La música de Dylan León Masa pareciera habitar el ethos del trapero manija de pegarla a partir de la construcción de un personaje performático, El Dillom, que sufre en tanto preso de ese personaje su condición de trapero exitoso: “My Money Go Dumb, tengo plata pelotuda, tomé 7 ribos creo que necesito ayuda”. Aquí se conjuga un dinero “estúpido”, incapaz de hacer otra cosa que ser una futura inversión automatizada -”Mi plata se mueve sola, como un poltergeist, en el stage me vuelvo tonto como Frankestein”- con un expreso pedido de ayuda para dejar de consumir; ¿Consumir qué? Estupefacientes, ropa, pelotudeces que la plata otorga.

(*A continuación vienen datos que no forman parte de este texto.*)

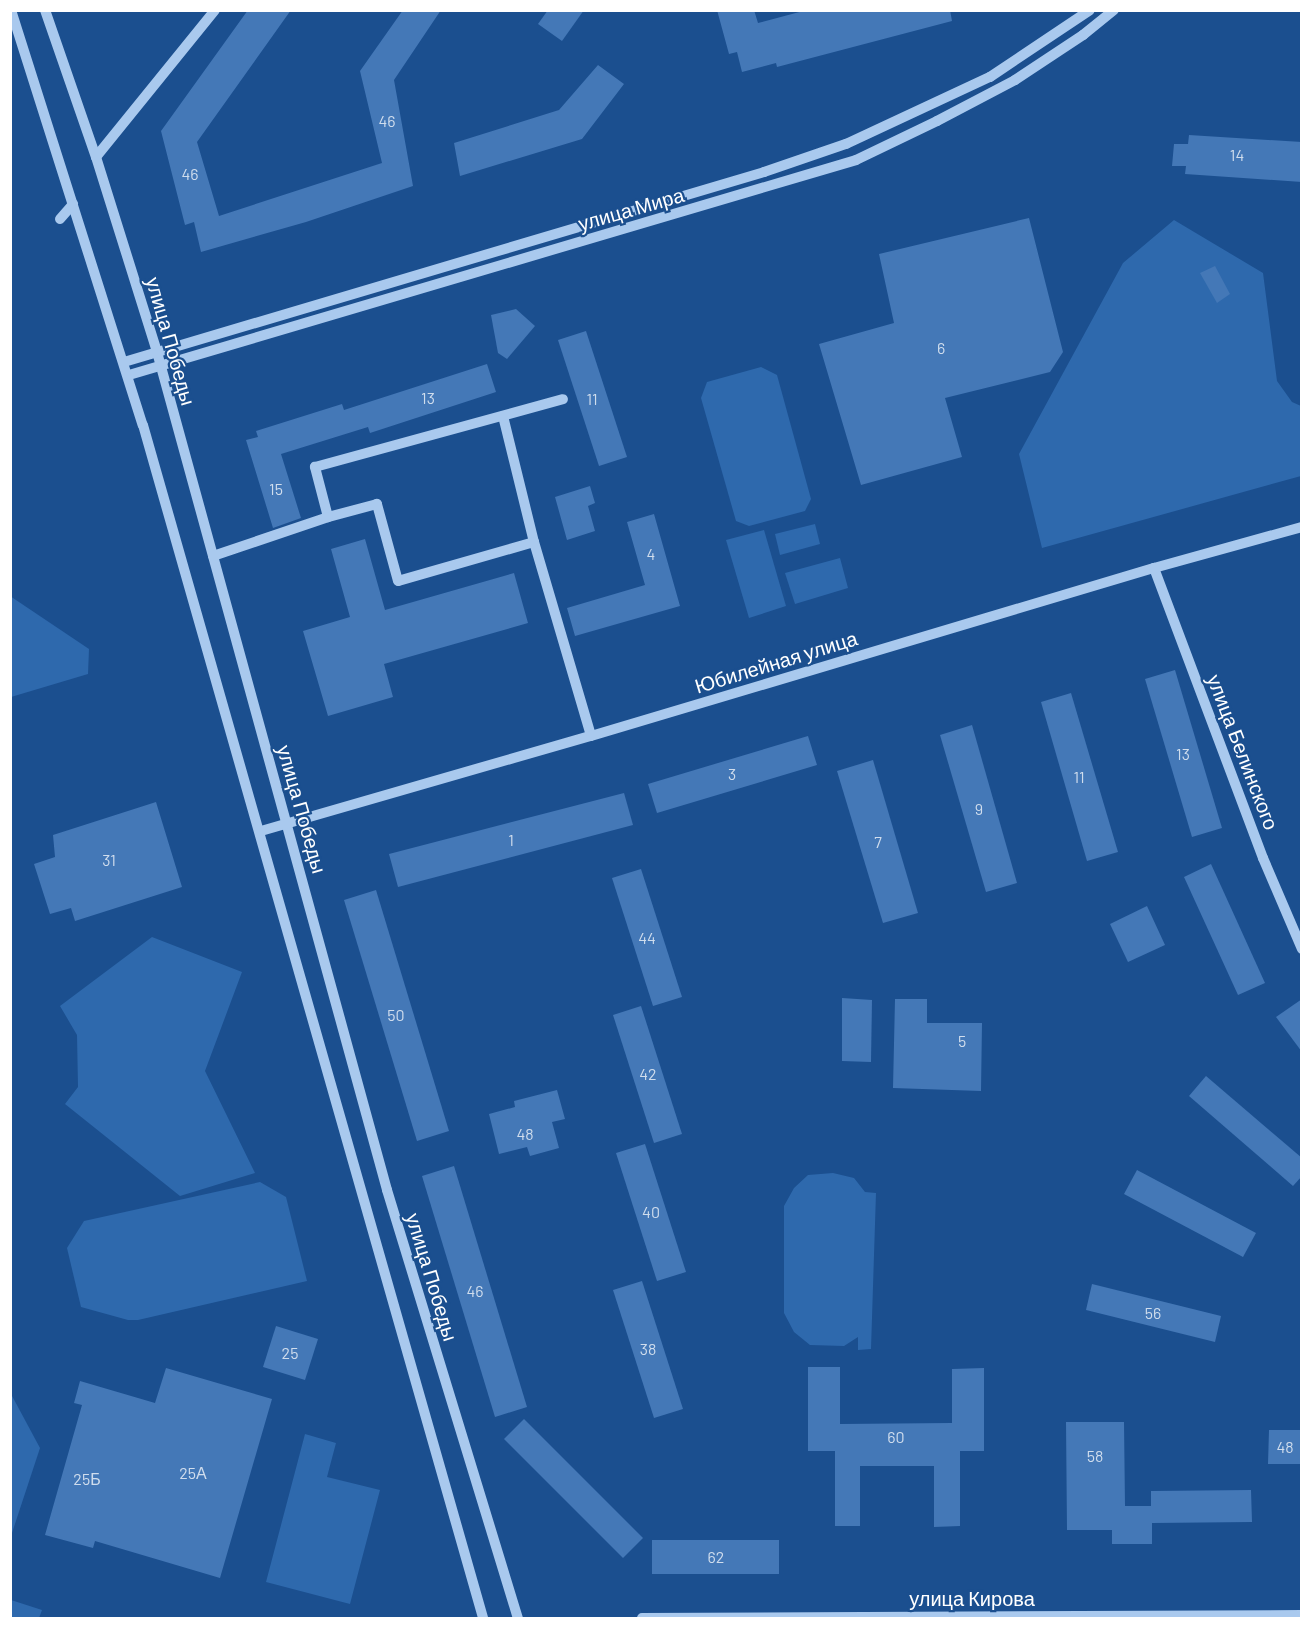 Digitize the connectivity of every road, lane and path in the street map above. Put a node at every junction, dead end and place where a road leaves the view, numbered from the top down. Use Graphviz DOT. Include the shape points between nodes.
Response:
graph roads {
  1 [pos="11,10"];
  2 [pos="45,10"];
  3 [pos="215,10"];
  4 [pos="1090,10"];
  5 [pos="1114,10"];
  6 [pos="96,158"];
  7 [pos="73,204"];
  8 [pos="60,219"];
  9 [pos="157,352"];
  10 [pos="124,362"];
  11 [pos="160,366"];
  12 [pos="129,375"];
  13 [pos="563,399"];
  14 [pos="503,416"];
  15 [pos="328,517"];
  16 [pos="1302,527"];
  17 [pos="534,542"];
  18 [pos="213,556"];
  19 [pos="1154,568"];
  20 [pos="591,736"];
  21 [pos="287,824"];
  22 [pos="261,831"];
  23 [pos="1302,949"];
  24 [pos="1302,1615"];
  25 [pos="483,1618"];
  26 [pos="518,1618"];
  27 [pos="642,1618"];
  1 -- 7 [label="street"];
  2 -- 6 [label="street, улица Победы"];
  3 -- 6 [label="street"];
  4 -- 9 [label="street, улица Мира" via="990,77 846,144"];
  5 -- 11 [label="street, улица Мира" via="1015,80 856,160"];
  6 -- 9 [label="street, улица Победы"];
  7 -- 8 [label="street"];
  7 -- 10 [label="street"];
  9 -- 10 [label="street, улица Мира"];
  9 -- 11 [label="street, улица Победы"];
  10 -- 12 [label="street"];
  11 -- 12 [label="street, улица Мира"];
  11 -- 18 [label="street, улица Победы"];
  12 -- 22 [label="street"];
  13 -- 14 [label="street"];
  14 -- 15 [label="street" via="315,467"];
  14 -- 17 [label="street"];
  15 -- 17 [label="street" via="377,504 398,581"];
  15 -- 18 [label="street"];
  16 -- 19 [label="street, Юбилейная улица"];
  17 -- 20 [label="street"];
  18 -- 21 [label="street, улица Победы"];
  19 -- 20 [label="street, Юбилейная улица"];
  19 -- 23 [label="street, улица Белинского" via="1263,858"];
  20 -- 21 [label="street, Юбилейная улица"];
  21 -- 22 [label="street, Юбилейная улица"];
  21 -- 26 [label="street, улица Победы" via="390,1199"];
  22 -- 25 [label="street"];
  24 -- 27 [label="street, улица Кирова"];
}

Bohemian Groove Skit, otra canción de Dylan, es un jingle/parodia de su propio sello discográfico, en el que se externaliza a través de la ironía la tortuosa necesidad de dejarlo todo para pegarla:
“¿Tienes tus demos pero no sabes qué hacer con ellas?
¿Quieres convertirte en un artista de talla mundial pero tan solo eres un maldito fracasado? Bohemian Groove, todo lo que siempre soñaste puede volverse realidad
¿Quieres volverte asquerosamente rico? Claro que quieres, perra
Entonces Bohemian Groove es tu lugar en el mundo
El sello discográfico donde tus artistas favoritos consiguieron el estrellato
Tan solo dejando el 99% de sus regalías y la titularidad de sus masters por tan solo 200 años después de muerto
Ah, Bohemian Groove, puta Es una bomba de tiempo”
Esta manera de habitar desde la ironía y el sarcasmo las propias ideas de la época carga con las semillas subrepticias de una crítica a la época; crítica que se vuelve incapaz de percibir si con lo único que uno se queda es con el lenguaje del género, en el que por supuesto se hace referencia a autos, drogas, coches y mujeres. Dicho de otra forma, El Dillom también habla de pegarla, pero no pareciera hacerlo desde la felicidad y el éxito individual, sino desde el horrible mandato que subyace detrás de dicho éxito individual. Podría decirse -y sería cierto- que en tanto Dylan encarna el personaje del Dillom, ese trapero sucio y cochino que canta “music pa la plata, plata para ropa”, no es clara la barrera entre el chiste y realidad, por lo que no es clara tampoco la distancia entre la crítica y la naturalización. Esto es una tendencia del arte contemporáneo en el que los personajes de los artistas se comen a los artistas que los generan; especialmente en un género en el que conviven al mismo tiempo posicionamientos político existenciales incongruentes. Como supo señalar Simon Reynolds, dentro del concepto de lo “real” en el Hip Hop existen a su vez 2 elementos: por un lado lo “real” es una búsqueda por no venderse a la industria, al sistema y seguir siendo “real”; al mismo tiempo también es la reivindicación de pegarla, tener plata y ser exitoso, en tanto eso es “la realidad” del presente. De todas maneras, y aún con estas tensiones, la figura del Dillom es la de un pibe de 23 años, nacido en el 2000, que supo reversionar en el último Cosquín Rock el clásico “Señor Cobranza” de las Manos de Filippi adaptando la letra a la nueva etapa para proponer colgar en la plaza al actual ministro de economía.
¿Solamente resisten los cuarentones de siempre en los asientos del teatrito independiente?